> **Required work**: Output all records exactly.

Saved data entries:

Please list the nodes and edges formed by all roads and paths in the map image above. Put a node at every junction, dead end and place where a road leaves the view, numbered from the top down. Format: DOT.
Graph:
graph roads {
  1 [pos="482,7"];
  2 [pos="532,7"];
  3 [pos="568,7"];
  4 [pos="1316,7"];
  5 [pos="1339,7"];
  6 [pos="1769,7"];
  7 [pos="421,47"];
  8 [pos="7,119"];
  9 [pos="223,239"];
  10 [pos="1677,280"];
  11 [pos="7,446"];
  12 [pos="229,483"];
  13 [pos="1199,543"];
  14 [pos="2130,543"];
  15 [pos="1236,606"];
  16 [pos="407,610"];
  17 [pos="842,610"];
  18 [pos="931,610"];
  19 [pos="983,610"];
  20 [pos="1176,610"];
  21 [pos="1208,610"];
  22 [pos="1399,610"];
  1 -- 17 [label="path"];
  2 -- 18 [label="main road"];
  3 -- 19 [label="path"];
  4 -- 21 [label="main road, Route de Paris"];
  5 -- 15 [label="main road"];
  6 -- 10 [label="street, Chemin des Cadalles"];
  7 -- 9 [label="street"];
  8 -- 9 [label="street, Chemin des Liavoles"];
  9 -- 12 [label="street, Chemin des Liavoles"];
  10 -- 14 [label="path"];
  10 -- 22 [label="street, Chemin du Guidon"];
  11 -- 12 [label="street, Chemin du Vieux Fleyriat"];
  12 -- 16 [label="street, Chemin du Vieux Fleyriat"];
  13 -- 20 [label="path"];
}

> **Final answer**:
Please list the nodes and edges formed by all roads and paths in the map image above. Put a node at every junction, dead end and place where a road leaves the view, numbered from the top down. Format: DOT.
Graph:
graph roads {
  1 [pos="482,7"];
  2 [pos="532,7"];
  3 [pos="568,7"];
  4 [pos="1316,7"];
  5 [pos="1339,7"];
  6 [pos="1769,7"];
  7 [pos="421,47"];
  8 [pos="7,119"];
  9 [pos="223,239"];
  10 [pos="1677,280"];
  11 [pos="7,446"];
  12 [pos="229,483"];
  13 [pos="1199,543"];
  14 [pos="2130,543"];
  15 [pos="1236,606"];
  16 [pos="407,610"];
  17 [pos="842,610"];
  18 [pos="931,610"];
  19 [pos="983,610"];
  20 [pos="1176,610"];
  21 [pos="1208,610"];
  22 [pos="1399,610"];
  1 -- 17 [label="path"];
  2 -- 18 [label="main road"];
  3 -- 19 [label="path"];
  4 -- 21 [label="main road, Route de Paris"];
  5 -- 15 [label="main road"];
  6 -- 10 [label="street, Chemin des Cadalles"];
  7 -- 9 [label="street"];
  8 -- 9 [label="street, Chemin des Liavoles"];
  9 -- 12 [label="street, Chemin des Liavoles"];
  10 -- 14 [label="path"];
  10 -- 22 [label="street, Chemin du Guidon"];
  11 -- 12 [label="street, Chemin du Vieux Fleyriat"];
  12 -- 16 [label="street, Chemin du Vieux Fleyriat"];
  13 -- 20 [label="path"];
}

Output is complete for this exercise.